**Work instructions:**
Give the entries back exactly as they stand, but without pictures.

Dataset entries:
--- START ---
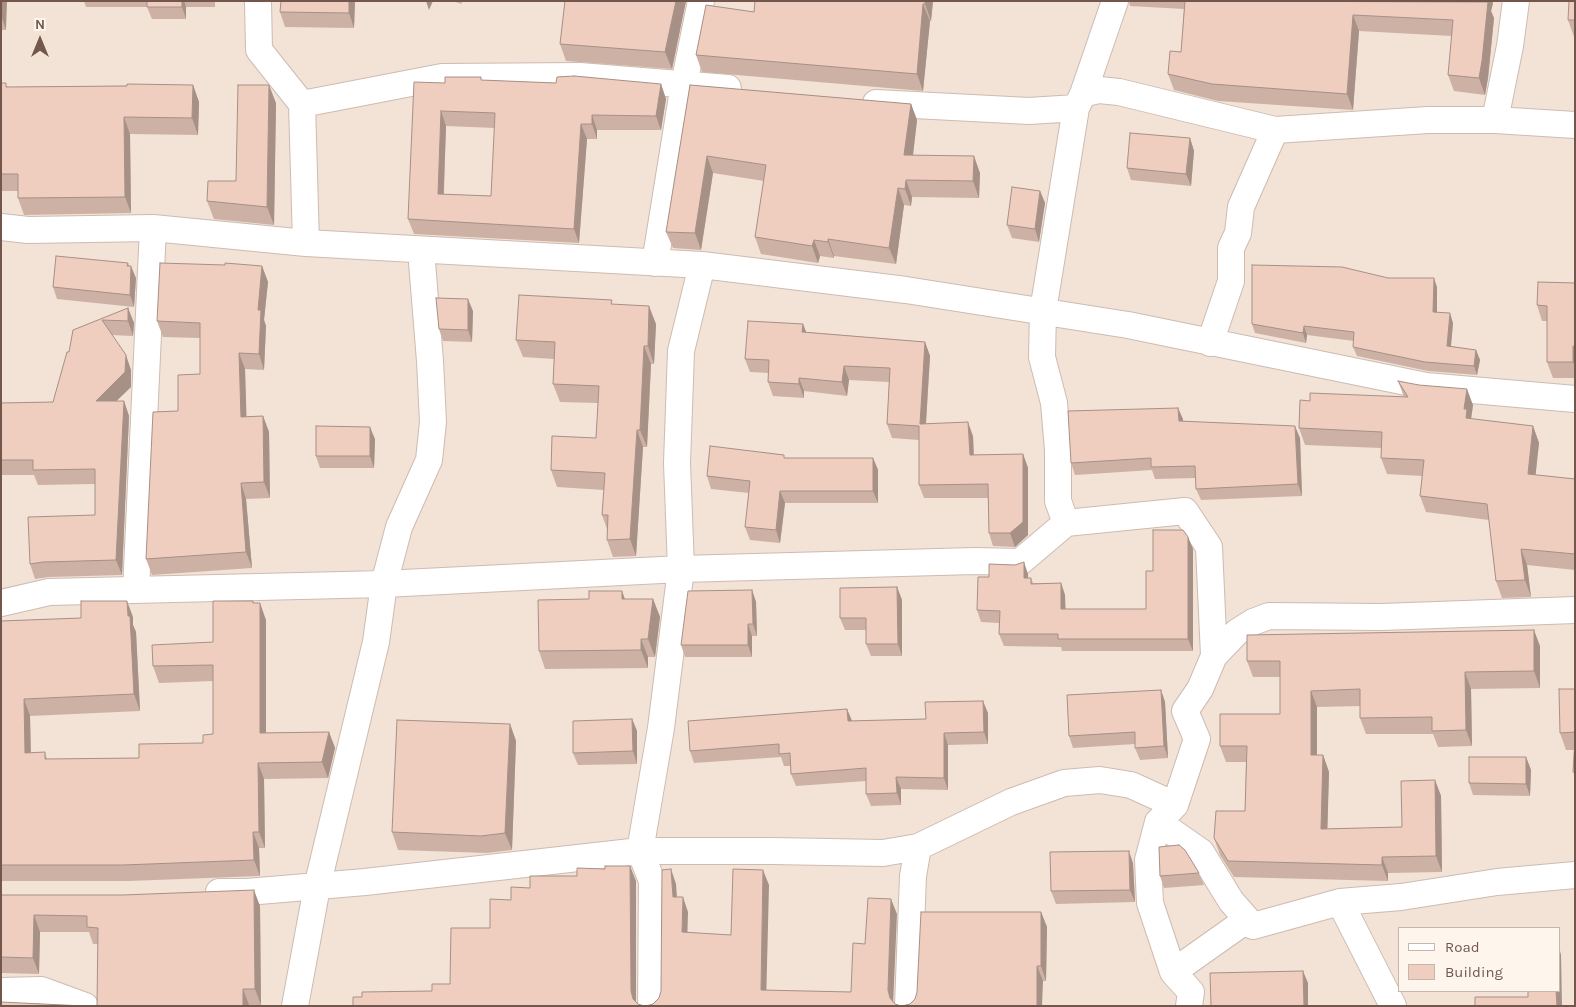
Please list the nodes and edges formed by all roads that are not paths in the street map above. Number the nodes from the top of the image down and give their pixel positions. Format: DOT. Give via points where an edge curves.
graph roads {
  1 [pos="258,1"];
  2 [pos="701,1"];
  3 [pos="1115,1"];
  4 [pos="1516,1"];
  5 [pos="684,84"];
  6 [pos="753,91"];
  7 [pos="852,100"];
  8 [pos="1079,101"];
  9 [pos="302,104"];
  10 [pos="1495,120"];
  11 [pos="1575,125"];
  12 [pos="1275,130"];
  13 [pos="1,227"];
  14 [pos="153,228"];
  15 [pos="306,243"];
  16 [pos="421,250"];
  17 [pos="655,263"];
  18 [pos="702,265"];
  19 [pos="1043,312"];
  20 [pos="1210,343"];
  21 [pos="1575,399"];
  22 [pos="1066,523"];
  23 [pos="681,569"];
  24 [pos="384,584"];
  25 [pos="136,590"];
  26 [pos="1,603"];
  27 [pos="1575,610"];
  28 [pos="1214,656"];
  29 [pos="1167,814"];
  30 [pos="918,846"];
  31 [pos="640,851"];
  32 [pos="1575,875"];
  33 [pos="317,886"];
  34 [pos="191,893"];
  35 [pos="1340,902"];
  36 [pos="1253,926"];
  37 [pos="1173,972"];
  38 [pos="1,991"];
  39 [pos="85,1006"];
  40 [pos="295,1006"];
  41 [pos="651,1006"];
  42 [pos="908,1006"];
  43 [pos="1189,1006"];
  44 [pos="1393,1006"];
  1 -- 9 [label="street" via="259,50"];
  2 -- 5 [label="street"];
  3 -- 8 [label="street"];
  4 -- 10 [label="street"];
  5 -- 6 [label="street"];
  5 -- 9 [label="street" via="580,76 442,77"];
  5 -- 17 [label="street"];
  7 -- 8 [label="street" via="1029,110"];
  8 -- 12 [label="street" via="1099,90 1119,92"];
  8 -- 19 [label="street"];
  9 -- 15 [label="street"];
  10 -- 11 [label="street"];
  10 -- 12 [label="street" via="1428,120"];
  12 -- 20 [label="street" via="1241,207 1238,232 1231,248 1231,281"];
  13 -- 14 [label="street" via="28,230"];
  14 -- 15 [label="street"];
  14 -- 25 [label="street"];
  15 -- 16 [label="street"];
  16 -- 17 [label="street"];
  16 -- 24 [label="street" via="433,422 429,460 399,527"];
  17 -- 18 [label="street"];
  18 -- 19 [label="street" via="906,290"];
  18 -- 23 [label="street" via="681,352 677,463"];
  19 -- 20 [label="street" via="1128,325"];
  19 -- 22 [label="street" via="1042,357 1054,403 1058,501"];
  20 -- 21 [label="street" via="1426,386"];
  22 -- 23 [label="street" via="1020,562 975,560"];
  22 -- 28 [label="street" via="1185,512 1209,547"];
  23 -- 24 [label="street"];
  23 -- 31 [label="street" via="661,728"];
  24 -- 25 [label="street"];
  24 -- 33 [label="street" via="376,642"];
  25 -- 26 [label="street" via="49,592"];
  27 -- 28 [label="street" via="1381,617 1270,616 1237,632"];
  28 -- 29 [label="street" via="1200,689 1184,711 1197,739"];
  29 -- 30 [label="street" via="1131,785 1100,780 1064,783 1011,802"];
  29 -- 36 [label="street" via="1201,852 1231,901"];
  29 -- 37 [label="street" via="1148,860 1150,903"];
  30 -- 31 [label="street" via="883,853"];
  30 -- 42 [label="street" via="913,876"];
  31 -- 33 [label="street"];
  31 -- 41 [label="street" via="652,882"];
  32 -- 35 [label="street"];
  33 -- 34 [label="street"];
  33 -- 40 [label="street"];
  35 -- 36 [label="street"];
  35 -- 44 [label="street"];
  36 -- 37 [label="street" via="1245,921"];
  37 -- 43 [label="street" via="1191,992"];
  38 -- 39 [label="street" via="41,990"];
}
--- END ---
**Problem solution:**
Please list the nodes and edges formed by all roads that are not paths in the street map above. Number the nodes from the top of the image down and give their pixel positions. Format: DOT. Give via points where an edge curves.
graph roads {
  1 [pos="258,1"];
  2 [pos="701,1"];
  3 [pos="1115,1"];
  4 [pos="1516,1"];
  5 [pos="684,84"];
  6 [pos="753,91"];
  7 [pos="852,100"];
  8 [pos="1079,101"];
  9 [pos="302,104"];
  10 [pos="1495,120"];
  11 [pos="1575,125"];
  12 [pos="1275,130"];
  13 [pos="1,227"];
  14 [pos="153,228"];
  15 [pos="306,243"];
  16 [pos="421,250"];
  17 [pos="655,263"];
  18 [pos="702,265"];
  19 [pos="1043,312"];
  20 [pos="1210,343"];
  21 [pos="1575,399"];
  22 [pos="1066,523"];
  23 [pos="681,569"];
  24 [pos="384,584"];
  25 [pos="136,590"];
  26 [pos="1,603"];
  27 [pos="1575,610"];
  28 [pos="1214,656"];
  29 [pos="1167,814"];
  30 [pos="918,846"];
  31 [pos="640,851"];
  32 [pos="1575,875"];
  33 [pos="317,886"];
  34 [pos="191,893"];
  35 [pos="1340,902"];
  36 [pos="1253,926"];
  37 [pos="1173,972"];
  38 [pos="1,991"];
  39 [pos="85,1006"];
  40 [pos="295,1006"];
  41 [pos="651,1006"];
  42 [pos="908,1006"];
  43 [pos="1189,1006"];
  44 [pos="1393,1006"];
  1 -- 9 [label="street" via="259,50"];
  2 -- 5 [label="street"];
  3 -- 8 [label="street"];
  4 -- 10 [label="street"];
  5 -- 6 [label="street"];
  5 -- 9 [label="street" via="580,76 442,77"];
  5 -- 17 [label="street"];
  7 -- 8 [label="street" via="1029,110"];
  8 -- 12 [label="street" via="1099,90 1119,92"];
  8 -- 19 [label="street"];
  9 -- 15 [label="street"];
  10 -- 11 [label="street"];
  10 -- 12 [label="street" via="1428,120"];
  12 -- 20 [label="street" via="1241,207 1238,232 1231,248 1231,281"];
  13 -- 14 [label="street" via="28,230"];
  14 -- 15 [label="street"];
  14 -- 25 [label="street"];
  15 -- 16 [label="street"];
  16 -- 17 [label="street"];
  16 -- 24 [label="street" via="433,422 429,460 399,527"];
  17 -- 18 [label="street"];
  18 -- 19 [label="street" via="906,290"];
  18 -- 23 [label="street" via="681,352 677,463"];
  19 -- 20 [label="street" via="1128,325"];
  19 -- 22 [label="street" via="1042,357 1054,403 1058,501"];
  20 -- 21 [label="street" via="1426,386"];
  22 -- 23 [label="street" via="1020,562 975,560"];
  22 -- 28 [label="street" via="1185,512 1209,547"];
  23 -- 24 [label="street"];
  23 -- 31 [label="street" via="661,728"];
  24 -- 25 [label="street"];
  24 -- 33 [label="street" via="376,642"];
  25 -- 26 [label="street" via="49,592"];
  27 -- 28 [label="street" via="1381,617 1270,616 1237,632"];
  28 -- 29 [label="street" via="1200,689 1184,711 1197,739"];
  29 -- 30 [label="street" via="1131,785 1100,780 1064,783 1011,802"];
  29 -- 36 [label="street" via="1201,852 1231,901"];
  29 -- 37 [label="street" via="1148,860 1150,903"];
  30 -- 31 [label="street" via="883,853"];
  30 -- 42 [label="street" via="913,876"];
  31 -- 33 [label="street"];
  31 -- 41 [label="street" via="652,882"];
  32 -- 35 [label="street"];
  33 -- 34 [label="street"];
  33 -- 40 [label="street"];
  35 -- 36 [label="street"];
  35 -- 44 [label="street"];
  36 -- 37 [label="street" via="1245,921"];
  37 -- 43 [label="street" via="1191,992"];
  38 -- 39 [label="street" via="41,990"];
}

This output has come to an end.